Buluşma planlamaları yapılırken, Ayşe’nin bu buluşmayı hikâyeleştirmek için gelmesi lazım diyen olmuştu. Konuyu açtığım başka bir arkadaşıma, sorumluluk yüklemeyin bana, siparişle yazamıyorum ben diye naif bir şekilde durumumu anlatacak oldum ki “ o sözler, seni gaza getirmek içindi, merak etme o kadar da güzel yazmıyorsun zaten, yazmasan da olur, geldin ya” deyiverdi iyi mi?
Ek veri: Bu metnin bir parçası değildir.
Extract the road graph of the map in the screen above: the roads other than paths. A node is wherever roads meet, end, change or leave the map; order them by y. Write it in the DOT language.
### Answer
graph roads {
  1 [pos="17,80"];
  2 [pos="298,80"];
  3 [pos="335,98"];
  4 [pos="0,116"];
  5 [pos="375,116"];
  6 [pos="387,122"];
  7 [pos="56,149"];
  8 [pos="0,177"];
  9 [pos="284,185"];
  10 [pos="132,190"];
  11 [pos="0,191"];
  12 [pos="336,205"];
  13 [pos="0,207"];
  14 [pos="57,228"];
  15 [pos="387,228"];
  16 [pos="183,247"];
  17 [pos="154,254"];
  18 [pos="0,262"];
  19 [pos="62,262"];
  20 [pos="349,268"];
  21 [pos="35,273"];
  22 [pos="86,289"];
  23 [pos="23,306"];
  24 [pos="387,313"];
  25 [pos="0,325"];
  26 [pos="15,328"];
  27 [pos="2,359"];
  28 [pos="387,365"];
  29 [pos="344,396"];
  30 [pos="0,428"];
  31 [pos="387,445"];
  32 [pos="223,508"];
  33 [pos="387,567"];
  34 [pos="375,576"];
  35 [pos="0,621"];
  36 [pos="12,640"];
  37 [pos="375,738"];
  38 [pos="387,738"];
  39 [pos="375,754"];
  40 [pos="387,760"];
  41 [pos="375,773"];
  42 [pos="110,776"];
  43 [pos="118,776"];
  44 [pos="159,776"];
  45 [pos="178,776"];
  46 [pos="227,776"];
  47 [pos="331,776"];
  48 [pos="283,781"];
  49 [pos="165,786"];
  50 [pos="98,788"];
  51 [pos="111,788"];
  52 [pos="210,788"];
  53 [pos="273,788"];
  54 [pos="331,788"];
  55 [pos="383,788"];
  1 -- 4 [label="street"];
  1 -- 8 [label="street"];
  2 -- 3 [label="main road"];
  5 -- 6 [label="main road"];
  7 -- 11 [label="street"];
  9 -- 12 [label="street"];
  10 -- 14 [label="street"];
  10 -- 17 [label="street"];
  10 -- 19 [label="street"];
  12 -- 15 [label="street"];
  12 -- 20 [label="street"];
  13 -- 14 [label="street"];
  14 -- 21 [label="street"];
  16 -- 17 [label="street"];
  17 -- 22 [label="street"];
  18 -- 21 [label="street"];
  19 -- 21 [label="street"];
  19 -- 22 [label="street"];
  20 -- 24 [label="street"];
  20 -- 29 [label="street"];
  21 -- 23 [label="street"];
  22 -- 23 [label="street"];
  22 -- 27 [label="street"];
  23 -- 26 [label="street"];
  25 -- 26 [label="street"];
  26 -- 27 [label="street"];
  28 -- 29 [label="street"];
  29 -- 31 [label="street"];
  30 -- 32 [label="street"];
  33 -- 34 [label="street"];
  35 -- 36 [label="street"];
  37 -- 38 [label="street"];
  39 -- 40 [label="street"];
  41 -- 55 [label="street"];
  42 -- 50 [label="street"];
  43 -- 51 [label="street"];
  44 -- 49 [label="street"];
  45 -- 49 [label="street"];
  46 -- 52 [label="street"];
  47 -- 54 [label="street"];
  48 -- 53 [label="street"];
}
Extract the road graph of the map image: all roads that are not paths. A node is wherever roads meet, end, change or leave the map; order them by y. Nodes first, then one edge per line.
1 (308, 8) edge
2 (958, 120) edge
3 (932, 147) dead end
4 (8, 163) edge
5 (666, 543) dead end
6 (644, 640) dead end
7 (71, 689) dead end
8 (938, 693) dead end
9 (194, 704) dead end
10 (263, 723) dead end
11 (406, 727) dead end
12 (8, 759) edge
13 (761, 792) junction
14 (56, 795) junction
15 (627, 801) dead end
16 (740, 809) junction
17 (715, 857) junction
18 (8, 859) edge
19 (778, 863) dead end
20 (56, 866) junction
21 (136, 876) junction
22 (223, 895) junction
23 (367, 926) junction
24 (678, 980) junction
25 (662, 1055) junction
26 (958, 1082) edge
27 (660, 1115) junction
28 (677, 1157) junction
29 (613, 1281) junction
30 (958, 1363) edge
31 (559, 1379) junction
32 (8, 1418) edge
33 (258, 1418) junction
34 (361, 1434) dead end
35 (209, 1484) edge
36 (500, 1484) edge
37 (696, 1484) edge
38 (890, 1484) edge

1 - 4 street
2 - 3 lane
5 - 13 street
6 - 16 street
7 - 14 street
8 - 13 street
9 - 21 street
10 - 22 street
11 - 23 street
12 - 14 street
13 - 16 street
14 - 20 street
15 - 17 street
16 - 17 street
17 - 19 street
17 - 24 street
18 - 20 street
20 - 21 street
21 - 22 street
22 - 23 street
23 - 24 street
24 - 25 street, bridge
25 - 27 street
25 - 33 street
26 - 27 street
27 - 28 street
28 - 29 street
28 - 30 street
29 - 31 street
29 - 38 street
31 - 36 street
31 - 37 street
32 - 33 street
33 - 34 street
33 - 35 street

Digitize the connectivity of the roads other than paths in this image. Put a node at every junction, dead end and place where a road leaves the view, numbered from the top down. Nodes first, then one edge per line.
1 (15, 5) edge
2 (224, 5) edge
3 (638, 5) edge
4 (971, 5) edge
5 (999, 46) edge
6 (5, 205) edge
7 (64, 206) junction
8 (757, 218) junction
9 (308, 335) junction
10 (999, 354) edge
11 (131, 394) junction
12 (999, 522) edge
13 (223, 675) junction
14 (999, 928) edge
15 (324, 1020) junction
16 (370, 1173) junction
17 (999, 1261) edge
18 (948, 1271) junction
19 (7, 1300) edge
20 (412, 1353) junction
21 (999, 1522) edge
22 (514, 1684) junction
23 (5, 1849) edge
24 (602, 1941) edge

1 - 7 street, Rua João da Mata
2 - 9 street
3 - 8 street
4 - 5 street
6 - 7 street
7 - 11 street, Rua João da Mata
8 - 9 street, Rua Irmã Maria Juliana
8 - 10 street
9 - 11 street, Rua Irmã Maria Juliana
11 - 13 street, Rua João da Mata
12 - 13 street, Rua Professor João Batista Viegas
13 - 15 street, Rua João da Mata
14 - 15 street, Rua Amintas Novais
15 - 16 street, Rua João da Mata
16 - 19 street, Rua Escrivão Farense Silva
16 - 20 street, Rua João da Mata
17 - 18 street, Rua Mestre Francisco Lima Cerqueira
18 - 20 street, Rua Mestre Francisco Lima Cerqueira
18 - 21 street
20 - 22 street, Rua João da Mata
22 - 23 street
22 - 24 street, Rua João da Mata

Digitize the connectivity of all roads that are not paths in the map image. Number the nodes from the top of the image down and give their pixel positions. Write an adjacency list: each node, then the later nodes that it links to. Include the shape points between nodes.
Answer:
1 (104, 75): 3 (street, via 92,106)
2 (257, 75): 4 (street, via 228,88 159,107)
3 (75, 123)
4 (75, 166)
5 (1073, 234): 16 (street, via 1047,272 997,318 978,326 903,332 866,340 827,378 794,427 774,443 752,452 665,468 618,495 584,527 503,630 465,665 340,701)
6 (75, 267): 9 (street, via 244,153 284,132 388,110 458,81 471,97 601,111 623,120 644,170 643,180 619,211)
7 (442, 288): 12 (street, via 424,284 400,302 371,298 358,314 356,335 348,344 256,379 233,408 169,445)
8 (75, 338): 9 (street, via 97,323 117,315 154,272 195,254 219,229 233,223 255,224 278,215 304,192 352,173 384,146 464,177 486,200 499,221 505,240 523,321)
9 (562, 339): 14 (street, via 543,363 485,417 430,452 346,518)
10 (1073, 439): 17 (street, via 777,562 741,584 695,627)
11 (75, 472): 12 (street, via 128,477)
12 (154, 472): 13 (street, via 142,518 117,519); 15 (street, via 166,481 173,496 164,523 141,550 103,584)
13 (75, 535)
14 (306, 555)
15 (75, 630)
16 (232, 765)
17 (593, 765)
Resmen oyuna gelmiştim. Arkadaşım ne kadar zayıf karakterlisin, senin kendi aklın yok mu kızım, gitmek istiyorsan gidersin, istemiyorsan gitmezsin değil mi? İşyerinde odada çay söyleniyorken, içesim olmasa da onlar içerken canım çeker belki diye e hadi ben de içeyim derim. Ya da çay teklifine yok derim e hadi iç bir tane dedikleri zaman olur içeyim derim. Kızım çay içesin var mı yok mu o bile belli değil…
Neyse işte, Ankara’ya sabah çok erken vardım. Gelecek olan diğer arkadaşları bekledim otogarda. Tesadüf o gün küresel iklim değişikliği ve ekoloji mitingi varmış. Sinop Nükleer Karşıtı Platform da katılacaktı, sosyal medyada görmüştüm. Ankara’ya gelip de iki slogan atmadan dönmek olmazdı. Fakat planlamayı nasıl yapacağımı bilemiyordum. 15 yıldır nüfusu 30 bin’i geçmeyen şehirlerde yaşıyorum çünkü. Korkuyorum büyük şehirlerden anlıyor musunuz korkuyorum, oh bee söyledim rahatladım. Mitingin iptal olmasıyla da neyse ki planlama zorunluluğum kalktı ortadan…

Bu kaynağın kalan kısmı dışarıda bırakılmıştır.